박세미박세미 기자· 5/25/2026, 9:46:55 PM· Updated 5/25/2026, 9:46:55 PM

Financial authorities are sticking to their stance that it is difficult to lower the risk weights (RW) for corporate loans, citing current international Basel III regulations. This means companies may have to prepare higher capital when taking out loans.

The financial sector is raising the need to ease corporate loan RW as lending is increasingly concentrated on corporations due to household loan restrictions, expansion of productive financing, and ultra-low interest loans. Currently, the RW for corporate loans in the financial sector ranges from 50% to 150%, up to seven times higher than that for mortgage loans (20%). Financial institutions have been requesting a reduction in RW for loans to growing SMEs, including those in manufacturing.

With financial authorities finding it difficult to directly adjust corporate loan RW, a differentiated approach based on banks' own credit assessment systems (internal ratings-based approach) is being proposed as an alternative. This method suggests that instead of financial authorities directly adjusting the risk weights (RW), banks would differentiate RWs on a per-company basis. This would require the development of objective criteria to persuade financial authorities. Companies could be classified based on similar growth potential or probability of default. Clear standards that can gain external consensus are needed.

The Korea Institute of Finance stated that utilizing the internal ratings-based approach could provide room for adjusting risk weights (RW).
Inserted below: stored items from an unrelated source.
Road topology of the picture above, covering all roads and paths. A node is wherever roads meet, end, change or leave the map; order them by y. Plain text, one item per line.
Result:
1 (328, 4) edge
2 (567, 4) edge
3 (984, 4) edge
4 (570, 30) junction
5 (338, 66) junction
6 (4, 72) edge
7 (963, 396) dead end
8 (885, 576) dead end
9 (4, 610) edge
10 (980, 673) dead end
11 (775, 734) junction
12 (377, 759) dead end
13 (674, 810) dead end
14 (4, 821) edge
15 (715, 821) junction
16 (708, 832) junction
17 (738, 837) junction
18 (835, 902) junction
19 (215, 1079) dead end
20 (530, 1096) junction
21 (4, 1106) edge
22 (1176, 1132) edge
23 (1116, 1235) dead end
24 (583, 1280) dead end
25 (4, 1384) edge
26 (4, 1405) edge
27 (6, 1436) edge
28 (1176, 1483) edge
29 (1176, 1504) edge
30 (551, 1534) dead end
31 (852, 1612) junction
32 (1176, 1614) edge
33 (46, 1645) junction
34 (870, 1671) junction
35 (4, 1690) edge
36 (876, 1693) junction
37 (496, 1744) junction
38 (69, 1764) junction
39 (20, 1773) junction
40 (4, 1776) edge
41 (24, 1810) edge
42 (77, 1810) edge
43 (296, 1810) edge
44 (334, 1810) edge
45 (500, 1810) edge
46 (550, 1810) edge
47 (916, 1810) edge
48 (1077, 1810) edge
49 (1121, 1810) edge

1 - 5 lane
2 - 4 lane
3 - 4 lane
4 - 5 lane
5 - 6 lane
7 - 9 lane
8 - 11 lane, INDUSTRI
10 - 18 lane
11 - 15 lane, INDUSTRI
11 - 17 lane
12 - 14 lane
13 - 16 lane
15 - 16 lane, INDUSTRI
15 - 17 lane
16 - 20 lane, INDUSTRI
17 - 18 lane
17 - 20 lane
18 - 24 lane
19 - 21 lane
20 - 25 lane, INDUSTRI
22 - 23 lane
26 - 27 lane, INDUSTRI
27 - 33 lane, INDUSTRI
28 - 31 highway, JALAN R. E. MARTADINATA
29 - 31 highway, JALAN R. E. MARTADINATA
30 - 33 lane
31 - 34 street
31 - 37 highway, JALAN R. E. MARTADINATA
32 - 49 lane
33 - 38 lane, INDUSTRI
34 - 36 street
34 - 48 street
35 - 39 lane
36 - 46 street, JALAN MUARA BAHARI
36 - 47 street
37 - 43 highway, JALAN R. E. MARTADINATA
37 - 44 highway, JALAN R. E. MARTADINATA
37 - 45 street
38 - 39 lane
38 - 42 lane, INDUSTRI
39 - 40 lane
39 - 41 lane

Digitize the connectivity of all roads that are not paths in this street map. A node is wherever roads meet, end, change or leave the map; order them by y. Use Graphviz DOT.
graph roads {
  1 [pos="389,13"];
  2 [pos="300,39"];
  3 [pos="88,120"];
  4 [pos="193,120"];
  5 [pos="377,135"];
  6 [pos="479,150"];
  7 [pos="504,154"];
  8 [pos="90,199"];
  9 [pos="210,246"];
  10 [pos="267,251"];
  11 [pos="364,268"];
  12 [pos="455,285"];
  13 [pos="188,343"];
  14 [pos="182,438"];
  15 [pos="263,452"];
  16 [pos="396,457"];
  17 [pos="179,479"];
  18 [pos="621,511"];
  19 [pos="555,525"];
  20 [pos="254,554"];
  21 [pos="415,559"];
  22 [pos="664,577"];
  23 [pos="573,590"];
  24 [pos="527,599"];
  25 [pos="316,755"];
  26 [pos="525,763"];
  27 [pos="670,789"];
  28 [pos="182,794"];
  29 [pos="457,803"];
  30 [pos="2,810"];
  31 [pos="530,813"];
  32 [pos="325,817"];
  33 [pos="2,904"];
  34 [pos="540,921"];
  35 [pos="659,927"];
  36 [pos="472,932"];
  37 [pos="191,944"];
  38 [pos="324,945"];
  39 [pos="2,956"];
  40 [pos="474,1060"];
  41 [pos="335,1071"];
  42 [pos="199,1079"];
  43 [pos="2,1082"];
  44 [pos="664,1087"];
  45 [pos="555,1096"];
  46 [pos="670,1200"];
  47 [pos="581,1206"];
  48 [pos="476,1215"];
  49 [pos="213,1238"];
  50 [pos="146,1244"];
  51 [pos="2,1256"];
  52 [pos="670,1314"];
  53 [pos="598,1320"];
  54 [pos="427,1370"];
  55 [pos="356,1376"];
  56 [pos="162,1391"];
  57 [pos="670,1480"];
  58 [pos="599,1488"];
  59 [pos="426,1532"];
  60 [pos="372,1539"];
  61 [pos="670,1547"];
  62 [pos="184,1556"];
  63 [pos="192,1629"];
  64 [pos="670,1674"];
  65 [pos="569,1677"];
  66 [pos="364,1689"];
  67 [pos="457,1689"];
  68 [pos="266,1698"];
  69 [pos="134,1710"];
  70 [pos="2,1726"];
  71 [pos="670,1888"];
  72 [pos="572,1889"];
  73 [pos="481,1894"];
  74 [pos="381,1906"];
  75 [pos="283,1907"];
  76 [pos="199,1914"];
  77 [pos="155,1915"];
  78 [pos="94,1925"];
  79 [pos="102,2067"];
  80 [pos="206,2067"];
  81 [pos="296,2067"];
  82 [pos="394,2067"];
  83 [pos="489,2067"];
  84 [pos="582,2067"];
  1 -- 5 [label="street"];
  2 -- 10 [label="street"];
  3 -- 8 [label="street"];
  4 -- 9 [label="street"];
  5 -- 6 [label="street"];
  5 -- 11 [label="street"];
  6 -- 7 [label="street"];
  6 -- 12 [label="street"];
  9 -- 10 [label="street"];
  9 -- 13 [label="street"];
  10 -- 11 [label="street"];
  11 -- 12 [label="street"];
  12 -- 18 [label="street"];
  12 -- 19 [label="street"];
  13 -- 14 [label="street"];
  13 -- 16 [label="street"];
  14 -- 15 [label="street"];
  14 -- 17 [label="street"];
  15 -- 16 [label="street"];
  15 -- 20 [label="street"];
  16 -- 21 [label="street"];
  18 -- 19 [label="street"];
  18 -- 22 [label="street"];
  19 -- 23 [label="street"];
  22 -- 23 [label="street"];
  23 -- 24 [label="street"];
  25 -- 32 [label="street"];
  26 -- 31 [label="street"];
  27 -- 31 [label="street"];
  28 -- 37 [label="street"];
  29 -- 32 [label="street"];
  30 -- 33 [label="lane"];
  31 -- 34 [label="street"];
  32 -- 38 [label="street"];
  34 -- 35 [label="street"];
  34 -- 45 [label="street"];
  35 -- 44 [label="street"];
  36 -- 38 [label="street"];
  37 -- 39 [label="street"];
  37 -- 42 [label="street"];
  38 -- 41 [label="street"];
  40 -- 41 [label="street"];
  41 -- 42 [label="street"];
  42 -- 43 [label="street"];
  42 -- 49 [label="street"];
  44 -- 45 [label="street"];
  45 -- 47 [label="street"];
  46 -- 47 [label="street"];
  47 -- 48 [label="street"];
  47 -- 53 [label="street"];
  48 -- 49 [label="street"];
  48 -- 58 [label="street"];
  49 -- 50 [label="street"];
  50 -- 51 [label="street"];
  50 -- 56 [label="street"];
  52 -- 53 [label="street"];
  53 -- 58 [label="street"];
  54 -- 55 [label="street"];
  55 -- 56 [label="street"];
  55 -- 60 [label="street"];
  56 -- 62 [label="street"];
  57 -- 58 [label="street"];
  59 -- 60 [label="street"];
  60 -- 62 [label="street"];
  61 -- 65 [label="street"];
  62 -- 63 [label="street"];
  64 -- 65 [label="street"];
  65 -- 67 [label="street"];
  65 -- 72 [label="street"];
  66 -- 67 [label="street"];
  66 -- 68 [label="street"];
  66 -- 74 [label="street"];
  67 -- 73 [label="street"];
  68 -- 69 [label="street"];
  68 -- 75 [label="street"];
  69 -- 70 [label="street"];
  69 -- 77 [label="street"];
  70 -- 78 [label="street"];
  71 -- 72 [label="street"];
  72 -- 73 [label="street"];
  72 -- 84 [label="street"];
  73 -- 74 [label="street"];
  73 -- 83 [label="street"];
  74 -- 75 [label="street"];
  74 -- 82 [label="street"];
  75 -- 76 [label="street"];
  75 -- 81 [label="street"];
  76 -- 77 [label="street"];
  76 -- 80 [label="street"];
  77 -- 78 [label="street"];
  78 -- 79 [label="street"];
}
Suggestions have been made for incentive measures at the government level, such as adding items reflecting productive financing as performance metrics in financial condition assessments. The five major financial holding companies pledged a total of 508 trillion won for productive and inclusive finance last year. KB Financial Group and Shinhan Financial invested 110 trillion won each, NH Investment & Securities 108 trillion won, Hana Financial 100 trillion won, and Woori Financial 80 trillion won. Of this amount, 87% (441 trillion won) is slated for productive financing, with most of this sum to be disbursed as corporate loans.